German company Sunfire has made diesel fuel out of carbon dioxide, water, and electricity, and successfully tested the synthetic fuel in an Audi A8 on April 21.
“The engine runs quieter and fewer pollutants are being created,” said Sunfire CTO Christian von Olshausen.
The fuel, called Blue Crude, begins life as steam in Sunfire’s factory in Dresden. The steam is split into hydrogen and oxygen by hydrolysis. The carbon dioxide (sourced from the air) is turned into carbon monoxide, which is then combined with the hydrogen to create hydrocarbons. The steps themselves are not new, but the method has optimized the ability to produce fuel at an industrial scale through hydrolysis. The core of this three-step process is the reversible electrolysis (rSOC,) which is based on the Solid Oxide Power Core and generates hydrogen with an efficiency of 90 percent.

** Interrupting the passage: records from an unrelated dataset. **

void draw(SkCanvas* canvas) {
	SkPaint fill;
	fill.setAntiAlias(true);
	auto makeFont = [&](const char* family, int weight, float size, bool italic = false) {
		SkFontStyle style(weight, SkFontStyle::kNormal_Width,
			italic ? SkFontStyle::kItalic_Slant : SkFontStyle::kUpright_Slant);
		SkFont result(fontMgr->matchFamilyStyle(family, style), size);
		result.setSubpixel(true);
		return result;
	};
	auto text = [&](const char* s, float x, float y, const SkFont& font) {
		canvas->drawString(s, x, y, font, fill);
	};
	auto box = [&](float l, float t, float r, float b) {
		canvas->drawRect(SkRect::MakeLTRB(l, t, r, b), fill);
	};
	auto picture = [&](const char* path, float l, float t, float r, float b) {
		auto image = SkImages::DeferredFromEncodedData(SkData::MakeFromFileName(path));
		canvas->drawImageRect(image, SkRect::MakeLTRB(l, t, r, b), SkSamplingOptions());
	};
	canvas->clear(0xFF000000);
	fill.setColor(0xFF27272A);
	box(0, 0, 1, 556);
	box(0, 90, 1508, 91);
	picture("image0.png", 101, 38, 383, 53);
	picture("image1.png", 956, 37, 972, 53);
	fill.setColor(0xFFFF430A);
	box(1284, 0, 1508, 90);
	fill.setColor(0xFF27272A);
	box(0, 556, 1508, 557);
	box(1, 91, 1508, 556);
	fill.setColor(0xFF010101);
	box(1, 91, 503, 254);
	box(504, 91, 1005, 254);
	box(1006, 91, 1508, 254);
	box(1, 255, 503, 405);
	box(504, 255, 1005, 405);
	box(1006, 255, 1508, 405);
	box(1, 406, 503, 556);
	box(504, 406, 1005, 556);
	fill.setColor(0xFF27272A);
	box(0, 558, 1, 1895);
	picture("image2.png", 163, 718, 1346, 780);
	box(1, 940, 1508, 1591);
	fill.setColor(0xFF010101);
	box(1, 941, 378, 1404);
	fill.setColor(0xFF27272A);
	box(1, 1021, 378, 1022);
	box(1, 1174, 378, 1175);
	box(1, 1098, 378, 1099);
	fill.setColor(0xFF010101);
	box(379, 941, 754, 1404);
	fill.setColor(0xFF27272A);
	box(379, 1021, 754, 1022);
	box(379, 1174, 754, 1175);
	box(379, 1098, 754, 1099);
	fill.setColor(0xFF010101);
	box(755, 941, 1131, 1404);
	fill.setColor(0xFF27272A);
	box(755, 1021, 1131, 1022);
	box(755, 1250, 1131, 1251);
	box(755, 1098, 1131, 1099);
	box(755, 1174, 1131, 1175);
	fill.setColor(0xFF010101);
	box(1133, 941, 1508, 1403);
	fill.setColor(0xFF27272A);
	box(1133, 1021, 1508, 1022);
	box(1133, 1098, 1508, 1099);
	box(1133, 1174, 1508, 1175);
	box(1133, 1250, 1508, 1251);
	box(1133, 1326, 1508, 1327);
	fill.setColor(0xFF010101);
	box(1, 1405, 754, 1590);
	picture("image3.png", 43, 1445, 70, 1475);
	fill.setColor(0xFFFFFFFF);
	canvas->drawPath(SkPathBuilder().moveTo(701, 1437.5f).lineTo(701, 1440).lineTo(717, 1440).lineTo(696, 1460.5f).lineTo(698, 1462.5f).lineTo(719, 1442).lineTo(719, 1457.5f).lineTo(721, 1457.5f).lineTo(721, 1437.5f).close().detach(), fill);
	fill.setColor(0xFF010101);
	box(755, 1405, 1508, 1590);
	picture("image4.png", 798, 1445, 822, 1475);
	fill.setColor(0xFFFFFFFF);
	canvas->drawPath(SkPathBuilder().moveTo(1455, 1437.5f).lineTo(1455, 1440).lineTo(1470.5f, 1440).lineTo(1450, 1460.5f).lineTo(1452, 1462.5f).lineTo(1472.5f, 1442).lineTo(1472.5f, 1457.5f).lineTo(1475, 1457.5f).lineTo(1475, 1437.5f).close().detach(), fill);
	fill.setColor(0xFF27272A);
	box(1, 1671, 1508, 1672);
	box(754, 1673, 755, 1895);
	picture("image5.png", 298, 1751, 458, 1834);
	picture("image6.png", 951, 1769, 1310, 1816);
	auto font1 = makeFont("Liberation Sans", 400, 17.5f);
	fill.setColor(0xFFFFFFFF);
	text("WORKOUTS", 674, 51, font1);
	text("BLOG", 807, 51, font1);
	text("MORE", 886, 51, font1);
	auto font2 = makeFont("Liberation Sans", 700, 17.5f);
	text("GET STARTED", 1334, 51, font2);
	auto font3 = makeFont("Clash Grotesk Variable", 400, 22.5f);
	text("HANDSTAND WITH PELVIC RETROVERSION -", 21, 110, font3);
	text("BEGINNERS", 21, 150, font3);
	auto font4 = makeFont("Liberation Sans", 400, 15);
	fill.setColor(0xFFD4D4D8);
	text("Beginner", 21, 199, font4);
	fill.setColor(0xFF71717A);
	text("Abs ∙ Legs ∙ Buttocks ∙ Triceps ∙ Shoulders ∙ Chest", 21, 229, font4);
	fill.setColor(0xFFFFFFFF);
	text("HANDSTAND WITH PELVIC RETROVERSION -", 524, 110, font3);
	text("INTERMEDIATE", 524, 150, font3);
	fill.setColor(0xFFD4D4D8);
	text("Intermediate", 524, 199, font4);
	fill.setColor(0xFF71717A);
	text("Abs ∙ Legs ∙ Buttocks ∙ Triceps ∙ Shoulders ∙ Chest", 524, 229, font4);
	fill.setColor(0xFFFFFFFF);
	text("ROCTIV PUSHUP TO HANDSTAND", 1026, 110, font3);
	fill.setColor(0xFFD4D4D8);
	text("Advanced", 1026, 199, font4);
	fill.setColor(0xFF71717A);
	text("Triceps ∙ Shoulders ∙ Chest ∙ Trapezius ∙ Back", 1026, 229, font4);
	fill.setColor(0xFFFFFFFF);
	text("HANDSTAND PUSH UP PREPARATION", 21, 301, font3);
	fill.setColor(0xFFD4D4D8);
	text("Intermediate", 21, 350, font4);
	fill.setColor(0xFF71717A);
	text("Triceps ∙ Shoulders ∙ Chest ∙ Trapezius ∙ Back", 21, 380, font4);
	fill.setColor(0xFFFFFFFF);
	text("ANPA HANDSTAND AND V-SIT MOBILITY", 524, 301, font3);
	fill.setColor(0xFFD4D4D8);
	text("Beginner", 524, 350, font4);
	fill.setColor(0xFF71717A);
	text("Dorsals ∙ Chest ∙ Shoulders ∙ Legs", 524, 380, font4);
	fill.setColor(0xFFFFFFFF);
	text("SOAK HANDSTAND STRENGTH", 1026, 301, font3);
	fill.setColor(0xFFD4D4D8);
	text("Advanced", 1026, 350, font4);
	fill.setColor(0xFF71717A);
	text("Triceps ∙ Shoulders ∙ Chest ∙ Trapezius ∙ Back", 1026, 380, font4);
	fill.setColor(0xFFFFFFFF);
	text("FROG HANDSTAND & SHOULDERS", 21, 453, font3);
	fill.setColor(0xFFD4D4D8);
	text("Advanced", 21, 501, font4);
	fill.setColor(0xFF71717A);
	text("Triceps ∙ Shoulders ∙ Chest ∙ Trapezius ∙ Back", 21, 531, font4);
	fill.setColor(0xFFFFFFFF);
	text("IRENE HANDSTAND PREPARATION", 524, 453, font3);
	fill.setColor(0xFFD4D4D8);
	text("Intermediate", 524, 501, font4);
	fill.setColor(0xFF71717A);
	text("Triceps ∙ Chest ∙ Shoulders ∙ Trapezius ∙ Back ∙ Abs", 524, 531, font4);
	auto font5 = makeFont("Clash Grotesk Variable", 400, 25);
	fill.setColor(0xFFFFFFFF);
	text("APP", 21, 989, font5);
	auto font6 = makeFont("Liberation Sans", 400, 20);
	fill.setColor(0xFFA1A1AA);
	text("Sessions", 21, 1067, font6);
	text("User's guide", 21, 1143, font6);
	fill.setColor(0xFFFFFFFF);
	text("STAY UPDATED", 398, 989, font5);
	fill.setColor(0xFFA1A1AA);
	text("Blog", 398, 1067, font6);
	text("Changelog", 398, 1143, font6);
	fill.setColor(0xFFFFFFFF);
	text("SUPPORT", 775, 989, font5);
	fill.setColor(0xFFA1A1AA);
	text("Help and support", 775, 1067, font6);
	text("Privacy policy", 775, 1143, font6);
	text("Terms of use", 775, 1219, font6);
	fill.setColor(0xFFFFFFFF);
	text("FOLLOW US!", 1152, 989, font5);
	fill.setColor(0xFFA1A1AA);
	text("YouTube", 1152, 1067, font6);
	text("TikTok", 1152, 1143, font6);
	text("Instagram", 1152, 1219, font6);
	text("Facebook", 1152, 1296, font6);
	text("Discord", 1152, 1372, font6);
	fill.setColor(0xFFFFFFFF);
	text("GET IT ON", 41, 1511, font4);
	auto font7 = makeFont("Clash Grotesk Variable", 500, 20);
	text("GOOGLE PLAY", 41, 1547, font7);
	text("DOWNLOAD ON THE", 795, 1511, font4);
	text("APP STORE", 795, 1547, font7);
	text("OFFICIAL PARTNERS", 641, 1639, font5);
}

The electricity is farmed using environmentally-friendly methods, making the entire process environmentally neutral.
Sunfire expects the fuel to be able to hold a retail price of between €1 and €1.50 per liter (between $1.10 and $1.65 per liter, or about $4.15 per gallon), depending on the price of electricity. The relatively high price may be a tradeoff for more efficiency: the octane number is very high, about 70, and the fuel is still completely without emissions, as it does not contain any sulphur or fossil oil.

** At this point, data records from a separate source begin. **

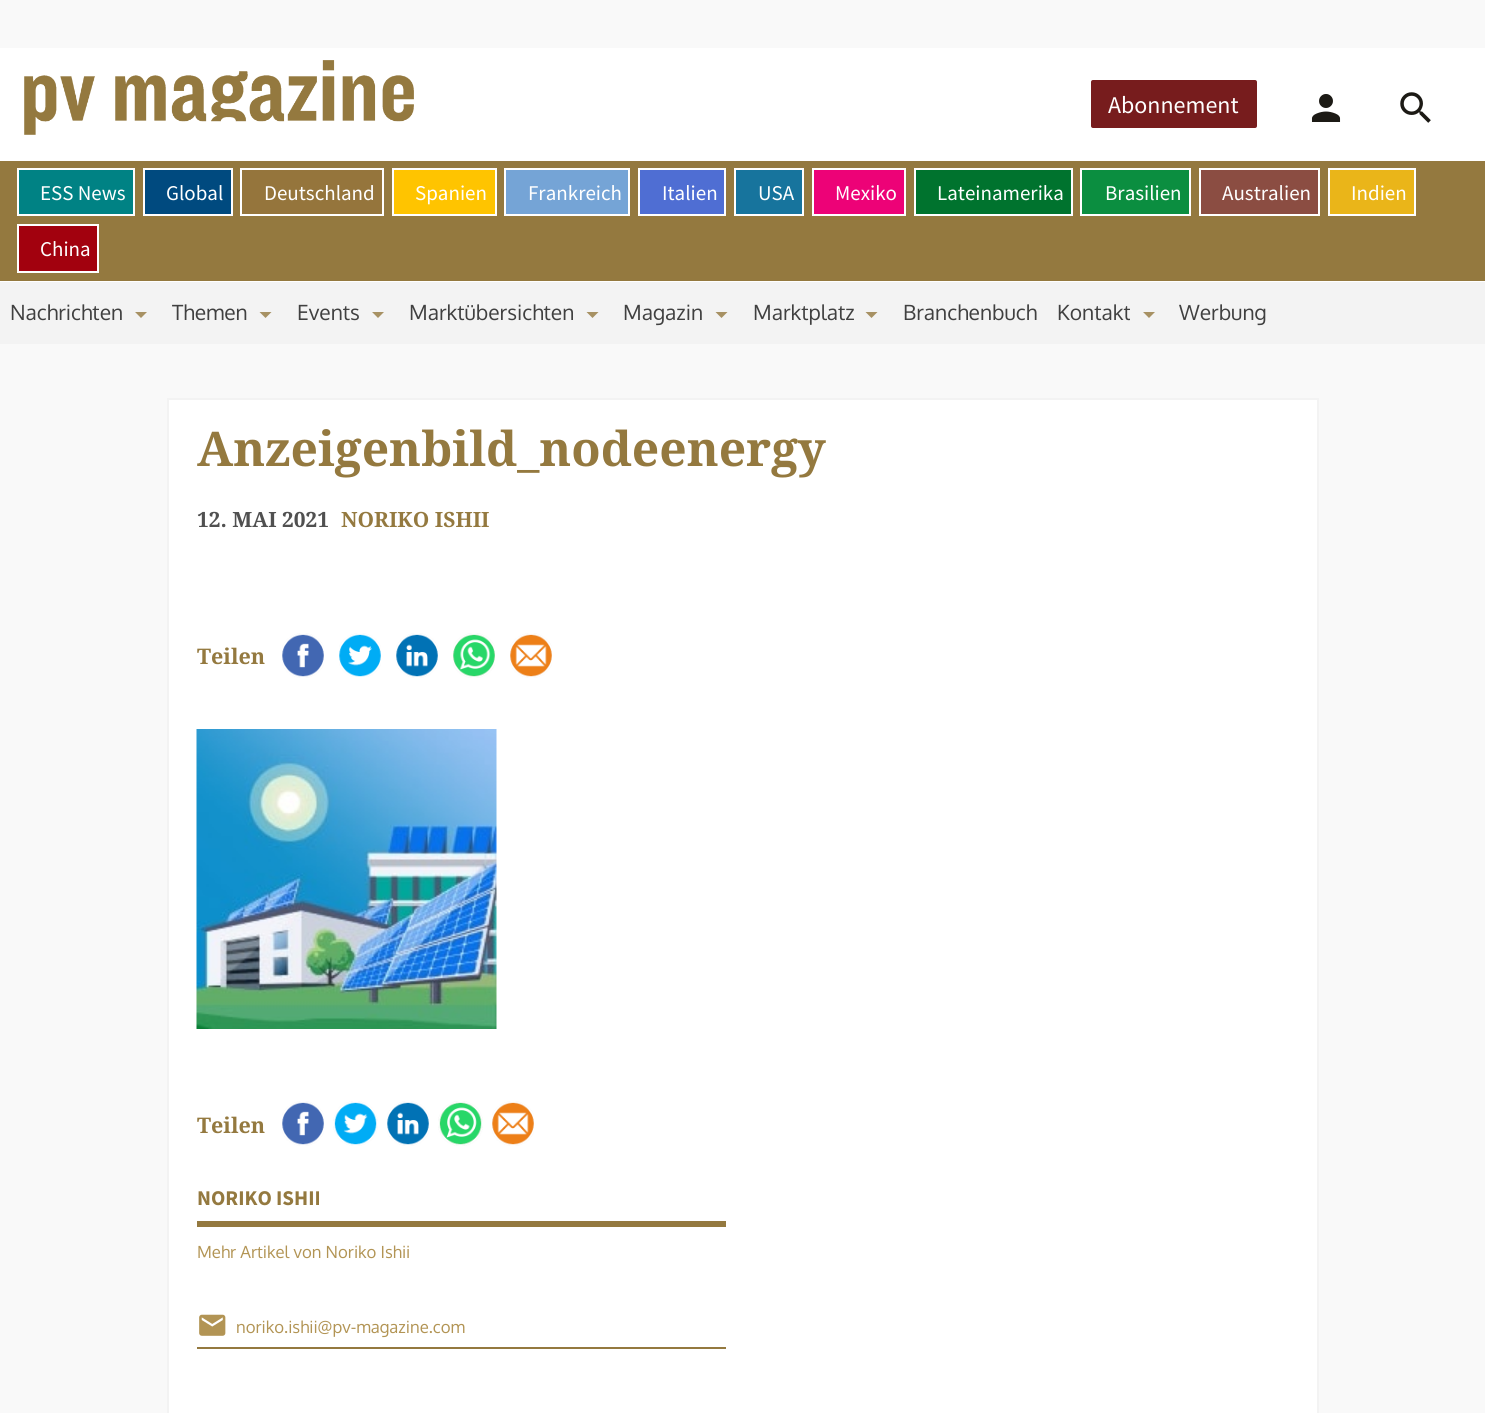 import math
import cairocffi as cairo

surface = cairo.ImageSurface(cairo.FORMAT_RGB24, 1485, 1413)
ctx = cairo.Context(surface)
options = cairo.FontOptions()
options.set_hint_metrics(cairo.HINT_METRICS_OFF)
options.set_hint_style(cairo.HINT_STYLE_NONE)
ctx.set_font_options(options)
ctx.set_miter_limit(4)


def rgb(r, g, b):
    ctx.set_source_rgb(r / 255, g / 255, b / 255)


def face(family, size, italic, bold):
    ctx.select_font_face(family, cairo.FONT_SLANT_ITALIC if italic else cairo.FONT_SLANT_NORMAL, cairo.FONT_WEIGHT_BOLD if bold else cairo.FONT_WEIGHT_NORMAL)
    ctx.set_font_size(size)


def label(x, y, s):
    ctx.move_to(x, y)
    ctx.show_text(s)


def rect(x, y, w, h):
    ctx.rectangle(x, y, w, h)
    ctx.fill()


def rrect(x, y, w, h, r):
    ctx.new_sub_path()
    for i, (u, v) in enumerate([(x + w - r, y + h - r), (x + r, y + h - r), (x + r, y + r), (x + w - r, y + r)]):
        ctx.arc(u, v, r, i * math.pi / 2, (i + 1) * math.pi / 2)
    ctx.close_path()


def image(path, x, y, w, h):
    ctx.save()
    ctx.set_source_surface(cairo.ImageSurface.create_from_png(path), x, y)
    ctx.rectangle(x, y, w, h)
    ctx.fill()
    ctx.restore()


rgb(249, 249, 249)
ctx.paint()
rgb(255, 255, 255)
rect(0, 48, 1485, 113)
image('image0.png', 24, 60, 390, 75)
rgb(119, 28, 29)
rrect(1091, 80, 166, 48, 2)
ctx.fill()
face('Source Sans Pro', 24, 0, 0)
rgb(255, 255, 255)
label(1108, 113, 'Abonnement')
image('image1.png', 1311, 94, 30, 28)
image('image2.png', 1400, 92, 31, 31)
rgb(148, 121, 63)
rect(0, 161, 1485, 120)
rgb(255, 255, 255)
rect(0, 281, 1485, 1)
rgb(0, 130, 132)
ctx.rectangle(18, 169, 116, 46)
ctx.fill_preserve()
rgb(255, 255, 255)
ctx.stroke()
face('Source Sans Pro', 21, 0, 0)
label(40, 200, 'ESS News')
rgb(0, 74, 127)
ctx.rectangle(144, 169, 88, 46)
ctx.fill_preserve()
rgb(255, 255, 255)
ctx.stroke()
label(166, 200, 'Global')
rgb(149, 117, 60)
ctx.rectangle(241, 169, 142, 46)
ctx.fill_preserve()
rgb(255, 255, 255)
ctx.stroke()
label(264, 200, 'Deutschland')
rgb(255, 196, 0)
ctx.rectangle(393, 169, 103, 46)
ctx.fill_preserve()
rgb(255, 255, 255)
ctx.stroke()
label(415, 200, 'Spanien')
rgb(117, 164, 214)
ctx.rectangle(505, 169, 124, 46)
ctx.fill_preserve()
rgb(255, 255, 255)
ctx.stroke()
label(528, 200, 'Frankreich')
rgb(79, 110, 211)
ctx.rectangle(639, 169, 86, 46)
ctx.fill_preserve()
rgb(255, 255, 255)
ctx.stroke()
label(662, 200, 'Italien')
rgb(23, 116, 157)
ctx.rectangle(735, 169, 68, 46)
ctx.fill_preserve()
rgb(255, 255, 255)
ctx.stroke()
label(758, 200, 'USA')
rgb(237, 2, 119)
ctx.rectangle(813, 169, 92, 46)
ctx.fill_preserve()
rgb(255, 255, 255)
ctx.stroke()
label(835, 200, 'Mexiko')
rgb(0, 115, 46)
ctx.rectangle(915, 169, 157, 46)
ctx.fill_preserve()
rgb(255, 255, 255)
ctx.stroke()
label(937, 200, 'Lateinamerika')
rgb(11, 142, 64)
ctx.rectangle(1081, 169, 109, 46)
ctx.fill_preserve()
rgb(255, 255, 255)
ctx.stroke()
label(1105, 200, 'Brasilien')
rgb(139, 77, 66)
ctx.rectangle(1200, 169, 119, 46)
ctx.fill_preserve()
rgb(255, 255, 255)
ctx.stroke()
label(1222, 200, 'Australien')
rgb(234, 181, 25)
ctx.rectangle(1329, 169, 86, 46)
ctx.fill_preserve()
rgb(255, 255, 255)
ctx.stroke()
label(1351, 200, 'Indien')
rgb(162, 1, 14)
ctx.rectangle(18, 225, 80, 47)
ctx.fill_preserve()
rgb(255, 255, 255)
ctx.stroke()
label(40, 256, 'China')
rgb(243, 243, 243)
rect(0, 282, 1485, 62)
face('Oxygen', 21, 0, 0)
rgb(64, 64, 64)
label(10, 320, 'Nachrichten')
rgb(167, 145, 99)
ctx.new_path()
ctx.move_to(135, 312)
ctx.line_to(147, 312)
ctx.line_to(141, 318)
ctx.close_path()
ctx.fill()
rgb(64, 64, 64)
label(172, 320, 'Themen')
rgb(167, 145, 99)
ctx.new_path()
ctx.move_to(259.5, 312)
ctx.line_to(271.5, 312)
ctx.line_to(265.5, 318)
ctx.close_path()
ctx.fill()
rgb(64, 64, 64)
label(297, 320, 'Events')
rgb(167, 145, 99)
ctx.new_path()
ctx.move_to(372, 312)
ctx.line_to(384, 312)
ctx.line_to(378, 318)
ctx.close_path()
ctx.fill()
rgb(64, 64, 64)
label(409, 320, 'Marktübersichten')
rgb(167, 145, 99)
ctx.new_path()
ctx.move_to(586.5, 312)
ctx.line_to(598.5, 312)
ctx.line_to(592.5, 318)
ctx.close_path()
ctx.fill()
rgb(64, 64, 64)
label(623, 320, 'Magazin')
rgb(167, 145, 99)
ctx.new_path()
ctx.move_to(715.5, 312)
ctx.line_to(727.5, 312)
ctx.line_to(721.5, 318)
ctx.close_path()
ctx.fill()
rgb(64, 64, 64)
label(753, 320, 'Marktplatz')
rgb(167, 145, 99)
ctx.new_path()
ctx.move_to(865.5, 312)
ctx.line_to(877.5, 312)
ctx.line_to(871.5, 318)
ctx.close_path()
ctx.fill()
rgb(64, 64, 64)
label(903, 320, 'Branchenbuch')
label(1057, 320, 'Kontakt')
rgb(167, 145, 99)
ctx.new_path()
ctx.move_to(1143, 312)
ctx.line_to(1155, 312)
ctx.line_to(1149, 318)
ctx.close_path()
ctx.fill()
rgb(64, 64, 64)
label(1179, 320, 'Werbung')
rgb(255, 255, 255)
ctx.rectangle(168, 399, 1150, 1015)
ctx.fill_preserve()
rgb(243, 243, 243)
ctx.stroke()
face('Droid Serif', 48, 0, 1)
rgb(148, 121, 63)
label(197, 466, 'Anzeigenbild_nodeenergy')
face('Droid Serif', 21, 0, 1)
rgb(80, 80, 80)
label(197, 527, '12. MAI 2021')
rgb(148, 121, 63)
label(341, 527, 'NORIKO ISHII')
face('Droid Serif', 21.5, 0, 1)
label(197, 664, 'Teilen')
image('image3.png', 282, 633, 42, 45)
image('image4.png', 339, 633, 42, 44)
image('image5.png', 396, 633, 42, 45)
image('image6.png', 453, 633, 42, 45)
image('image7.png', 510, 633, 42, 45)
image('image8.png', 196, 729, 301, 300)
label(197, 1133, 'Teilen')
image('image3.png', 282, 1101, 42, 45)
image('image9.png', 333, 1101, 45, 45)
image('image5.png', 387, 1101, 42, 45)
image('image10.png', 438, 1101, 45, 45)
image('image11.png', 492, 1101, 42, 45)
rect(197, 1347, 529, 2)
rect(197, 1221, 529, 6)
face('Source Sans Pro', 21, 0, 1)
label(197, 1205, 'NORIKO ISHII')
face('Oxygen', 16.75, 0, 0)
rgb(178, 148, 84)
label(197, 1258, 'Mehr Artikel von Noriko Ishii')
image('image12.png', 199, 1314, 27, 22)
label(236, 1333, 'noriko.ishii@pv-magazine.com')
surface.write_to_png('render.png')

The Sunfire plant isn’t just a place to produce this kind of fuel, though. After a short turnaround period, the process can run both ways; electricity can be turned into liquid fuel, or liquid fuel can be turned into electricity, turning the factory into a power station. The plant itself is an energy converter, von Olshausen said. The development of the fuel began in 2012, he said, but the pilot plant has only been running for a few weeks.

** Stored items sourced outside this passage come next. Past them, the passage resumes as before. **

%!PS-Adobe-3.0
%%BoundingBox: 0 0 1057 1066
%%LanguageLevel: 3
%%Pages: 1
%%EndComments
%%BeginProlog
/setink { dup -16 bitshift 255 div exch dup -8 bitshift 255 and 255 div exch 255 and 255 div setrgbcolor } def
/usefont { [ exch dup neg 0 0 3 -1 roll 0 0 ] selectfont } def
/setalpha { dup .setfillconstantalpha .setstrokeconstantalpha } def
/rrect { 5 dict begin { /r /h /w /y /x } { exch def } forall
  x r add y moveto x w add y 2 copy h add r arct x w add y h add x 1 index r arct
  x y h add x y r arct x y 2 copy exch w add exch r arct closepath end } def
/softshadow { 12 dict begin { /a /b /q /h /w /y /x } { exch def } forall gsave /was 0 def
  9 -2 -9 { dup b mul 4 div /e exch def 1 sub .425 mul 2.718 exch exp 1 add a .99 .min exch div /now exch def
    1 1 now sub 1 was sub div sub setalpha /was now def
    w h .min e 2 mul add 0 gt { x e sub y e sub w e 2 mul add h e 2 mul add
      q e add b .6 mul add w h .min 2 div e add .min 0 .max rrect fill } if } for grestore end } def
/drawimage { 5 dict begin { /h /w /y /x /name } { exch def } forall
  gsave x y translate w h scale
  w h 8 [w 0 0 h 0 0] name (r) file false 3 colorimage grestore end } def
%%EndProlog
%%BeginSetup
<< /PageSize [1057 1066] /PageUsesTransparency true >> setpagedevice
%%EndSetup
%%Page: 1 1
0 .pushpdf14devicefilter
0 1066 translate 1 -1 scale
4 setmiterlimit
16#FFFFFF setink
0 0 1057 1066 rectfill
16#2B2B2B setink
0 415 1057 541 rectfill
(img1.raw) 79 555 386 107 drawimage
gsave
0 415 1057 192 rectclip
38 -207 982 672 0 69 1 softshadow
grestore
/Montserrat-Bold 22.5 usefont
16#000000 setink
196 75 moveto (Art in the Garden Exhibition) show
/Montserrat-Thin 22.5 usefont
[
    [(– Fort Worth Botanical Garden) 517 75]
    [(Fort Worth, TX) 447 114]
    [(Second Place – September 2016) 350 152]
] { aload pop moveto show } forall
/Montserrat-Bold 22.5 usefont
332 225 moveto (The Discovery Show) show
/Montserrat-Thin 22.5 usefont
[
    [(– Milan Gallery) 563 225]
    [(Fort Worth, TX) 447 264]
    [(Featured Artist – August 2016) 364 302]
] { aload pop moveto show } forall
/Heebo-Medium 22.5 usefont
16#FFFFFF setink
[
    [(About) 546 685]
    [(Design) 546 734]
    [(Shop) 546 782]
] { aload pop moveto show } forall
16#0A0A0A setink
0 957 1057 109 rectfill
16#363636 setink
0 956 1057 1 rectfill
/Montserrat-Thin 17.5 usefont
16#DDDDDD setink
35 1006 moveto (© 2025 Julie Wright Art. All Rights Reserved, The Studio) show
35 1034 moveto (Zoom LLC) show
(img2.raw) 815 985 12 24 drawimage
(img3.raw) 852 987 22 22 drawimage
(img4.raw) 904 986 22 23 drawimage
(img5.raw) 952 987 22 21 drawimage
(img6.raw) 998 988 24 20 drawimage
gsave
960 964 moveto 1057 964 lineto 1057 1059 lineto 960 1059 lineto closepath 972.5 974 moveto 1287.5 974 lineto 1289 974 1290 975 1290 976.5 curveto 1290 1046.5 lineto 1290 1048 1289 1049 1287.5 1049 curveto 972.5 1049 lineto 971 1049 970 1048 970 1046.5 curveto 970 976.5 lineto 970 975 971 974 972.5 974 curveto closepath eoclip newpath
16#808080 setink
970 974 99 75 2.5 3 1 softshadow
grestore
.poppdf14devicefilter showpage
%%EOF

This power-to-liquids technology reaches system efficiencies of about 70 percent. It can produce up to 1,601 liters (42.2 gallons) of Blue Crude per day, and Sunfire is ready to expand into a bigger plant.
“If we get the first sales order, we will be ready to commercialize our technology,” von Olshausen said.
The first customer was Prof. Dr. Johanna Wanka, the German Federal Minister of Education and Research. The Audi A8 in which the fuel was tested was her official car.
Sunfire was supposed by the Ministry of Education and Research and several corporate venture capital companies in this endeavor, including Bilfinger Venture Capital, Total Ventures, KfW and Electranova Capital.